> _REQUIRED ACTION_: Once you have checked each line below, report only the number of lines that contain the word "family".
(STUDY MATERIAL)
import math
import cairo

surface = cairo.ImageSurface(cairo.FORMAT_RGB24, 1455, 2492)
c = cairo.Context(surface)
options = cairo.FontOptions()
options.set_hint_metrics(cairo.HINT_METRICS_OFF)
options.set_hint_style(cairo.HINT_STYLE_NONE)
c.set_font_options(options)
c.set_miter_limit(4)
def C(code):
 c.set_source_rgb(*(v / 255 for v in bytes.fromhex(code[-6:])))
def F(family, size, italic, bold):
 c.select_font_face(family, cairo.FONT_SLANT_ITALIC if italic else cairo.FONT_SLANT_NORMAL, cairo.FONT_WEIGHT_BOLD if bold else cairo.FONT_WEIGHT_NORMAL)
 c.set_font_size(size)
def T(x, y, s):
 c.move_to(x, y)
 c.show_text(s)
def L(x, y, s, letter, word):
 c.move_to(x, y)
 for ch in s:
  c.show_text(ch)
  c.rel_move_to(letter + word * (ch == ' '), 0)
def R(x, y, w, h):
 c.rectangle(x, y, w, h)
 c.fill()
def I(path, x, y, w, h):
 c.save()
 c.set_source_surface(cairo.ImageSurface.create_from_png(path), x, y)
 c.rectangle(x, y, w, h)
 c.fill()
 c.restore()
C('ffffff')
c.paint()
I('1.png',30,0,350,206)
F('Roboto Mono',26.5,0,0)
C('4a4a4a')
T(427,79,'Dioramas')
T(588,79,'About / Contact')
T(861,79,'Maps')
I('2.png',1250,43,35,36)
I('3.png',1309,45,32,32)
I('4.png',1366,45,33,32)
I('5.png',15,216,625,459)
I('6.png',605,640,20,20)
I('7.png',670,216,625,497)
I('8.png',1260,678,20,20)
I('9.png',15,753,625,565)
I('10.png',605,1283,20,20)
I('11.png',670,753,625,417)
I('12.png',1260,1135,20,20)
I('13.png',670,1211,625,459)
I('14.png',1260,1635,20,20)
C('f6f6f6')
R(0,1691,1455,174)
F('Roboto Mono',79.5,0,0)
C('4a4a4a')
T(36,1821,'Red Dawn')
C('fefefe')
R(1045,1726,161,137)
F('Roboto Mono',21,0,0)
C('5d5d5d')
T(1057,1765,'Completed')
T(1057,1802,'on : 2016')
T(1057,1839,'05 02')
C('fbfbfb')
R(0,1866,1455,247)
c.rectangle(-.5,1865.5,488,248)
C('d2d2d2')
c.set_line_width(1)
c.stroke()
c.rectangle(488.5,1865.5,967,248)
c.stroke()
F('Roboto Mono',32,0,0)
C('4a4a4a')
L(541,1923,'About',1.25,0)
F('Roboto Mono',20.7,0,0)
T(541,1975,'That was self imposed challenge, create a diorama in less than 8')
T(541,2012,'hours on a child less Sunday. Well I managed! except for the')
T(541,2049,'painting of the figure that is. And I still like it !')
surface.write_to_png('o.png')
(End STUDY MATERIAL)
> _ANSWER TO THE EXERCISE_: 2